We can write portfolio variance as \(w' V w\) for weights \(w\) and covariance matrix \(V\).

GMV in Python

def gmv(means, cov):
    n = len(means)
    Q = matrix(cov, tc="d")
    p = matrix(np.zeros(n), (n, 1), tc="d")
    # Constraint: short-sales allowed
    G = matrix(np.zeros((n,n)), tc="d")
    h = matrix(np.zeros(n), (n, 1), tc="d")
    # Constraint: fully-invested portfolio
    A = matrix(np.ones(n), (1, n), tc="d")
    b = matrix([1], (1, 1), tc="d")
    sol = Solver(Q, p, G, h, A, b)
    wgts = np.array(sol["x"]).flatten() if sol["status"] == "optimal" else np.array(n * [np.nan])
    return wgts

Short-sales constraints: GMV

def gmv_ssc(means, cov):
    n = len(mns)
    Q = matrix(cov, tc="d")
    p = matrix(np.zeros(n), (n, 1), tc="d")
    # Constraint: short-sales not allowed
    G = matrix(-np.identity(n), tc="d")
    h = matrix(np.zeros(n), (n, 1), tc="d")
    # Constraint: fully-invested portfolio
    A = matrix(np.ones(n), (1, n), tc="d")
    b = matrix([1], (1, 1), tc="d")
    sol = Solver(Q, p, G, h, A, b)
    wgts = np.array(sol["x"]).flatten() if sol["status"] == "optimal" else np.array(n * [np.nan])
    return wgts

Upper and Lower position limits: GMV

def constrained_gmv(means, cov, min_wgt, max_wgt):
    n = len(means)
    Q = matrix(cov, tc="d")
    p = matrix(np.zeros(n), (n, 1), tc="d")
    # Constraint: minimum and maximum position limits
    G = matrix(np.vstack((-np.identity(n), np.identity(n))), tc="d")
    h = matrix(np.append(min_wgt*np.ones(n), max_wgt*np.ones(n)), (2*n, 1), tc="d")        
    # Constraint: fully-invested portfolio
    A = matrix(np.ones(n), (1, n), tc="d")
    b = matrix([1], (1, 1), tc="d")
    sol = Solver(Q, p, G, h, A, b)
    wgts = np.array(sol["x"]).flatten() if sol["status"] == "optimal" else np.array(n * [np.nan])
    return wgts

Estimation strategies

Portfolio optimization inputs

Set of expected returns for assets
Set of std deviations (variances) for assets
Set of correlations (covariances) across assets

How good are we at estimating these things?

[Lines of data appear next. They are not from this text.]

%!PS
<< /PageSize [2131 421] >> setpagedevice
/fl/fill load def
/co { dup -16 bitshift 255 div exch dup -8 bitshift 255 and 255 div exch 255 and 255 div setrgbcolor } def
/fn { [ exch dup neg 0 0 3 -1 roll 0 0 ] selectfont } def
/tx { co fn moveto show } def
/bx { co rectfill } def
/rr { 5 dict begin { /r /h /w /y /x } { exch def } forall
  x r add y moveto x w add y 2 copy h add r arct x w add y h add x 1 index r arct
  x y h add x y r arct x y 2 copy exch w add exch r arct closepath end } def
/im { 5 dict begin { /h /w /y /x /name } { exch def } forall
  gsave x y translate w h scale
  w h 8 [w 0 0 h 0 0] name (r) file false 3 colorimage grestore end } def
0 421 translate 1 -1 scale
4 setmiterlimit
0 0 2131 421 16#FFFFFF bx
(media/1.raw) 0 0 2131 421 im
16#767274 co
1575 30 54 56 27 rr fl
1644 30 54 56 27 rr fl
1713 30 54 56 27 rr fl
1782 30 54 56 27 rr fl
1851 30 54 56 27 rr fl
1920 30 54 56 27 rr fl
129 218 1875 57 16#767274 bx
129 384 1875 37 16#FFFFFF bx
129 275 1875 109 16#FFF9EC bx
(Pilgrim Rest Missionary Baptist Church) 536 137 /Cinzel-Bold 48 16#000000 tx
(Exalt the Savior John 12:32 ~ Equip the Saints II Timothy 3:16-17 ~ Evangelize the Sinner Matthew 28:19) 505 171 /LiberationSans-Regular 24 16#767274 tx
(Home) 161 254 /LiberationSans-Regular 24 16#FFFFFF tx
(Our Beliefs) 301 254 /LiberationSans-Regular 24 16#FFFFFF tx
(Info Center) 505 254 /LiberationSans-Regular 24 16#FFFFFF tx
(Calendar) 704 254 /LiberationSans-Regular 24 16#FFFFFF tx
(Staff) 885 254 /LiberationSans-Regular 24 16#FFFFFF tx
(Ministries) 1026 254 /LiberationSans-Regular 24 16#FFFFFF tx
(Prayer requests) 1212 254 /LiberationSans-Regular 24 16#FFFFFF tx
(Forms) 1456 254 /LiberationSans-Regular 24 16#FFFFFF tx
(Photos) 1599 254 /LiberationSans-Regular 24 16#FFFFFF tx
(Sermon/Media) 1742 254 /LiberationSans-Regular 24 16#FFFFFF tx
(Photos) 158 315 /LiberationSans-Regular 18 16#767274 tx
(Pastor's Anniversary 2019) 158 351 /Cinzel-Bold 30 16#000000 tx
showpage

We’ll use four strategies for input estimation.

Strategy 1: Est-All

use historical data to estimate expected returns, standard deviations, and correlations.
optimal risky portfolio is the tangency portfolio
scale tangency up or down depending on risk aversion or target expected return

Strategy 2: Est-SD-Corr

use historical data to estimate standard deviations and correlations
assume expected returns are the same across all assets.
optimal risky portfolio is the global minimum variance portfolio.
for the purposes of determining optimal capital allocation, use the cross-sectional average of the historical time-series average return as the expected return input.

Strategy 3: Est-SD

use historical data to estimate standard deviations only
assume correlations across assets are zero
assume expected returns are the same across all assets
for the purposes of determining optimal capital allocation, use the cross-sectional average of the historical time-series average return as the expected return input.

Strategy 4: Est-None

do not use historical data to estimate expected returns, standard deviations, or correlations.
the optimal portfolio is an equal-weighted portfolio of the assets (\(1/N\) portfolio).
for the purposes of determining optimal capital allocation, use the cross-sectional average of the historical time-series average return as the expected return input.

Alternatives (for a later date)

Better method to forecast volatility?
Use a factor model to estimate cross-asset correlations?
Estimate within- and across-industry correlations?
Model industry correlations using a factor model?

Today’s notebooks contain backtests comparing estimation choices and position limit choices for portfolios of

stocks, bonds, and gold
Fama-French 48 industry portfolios.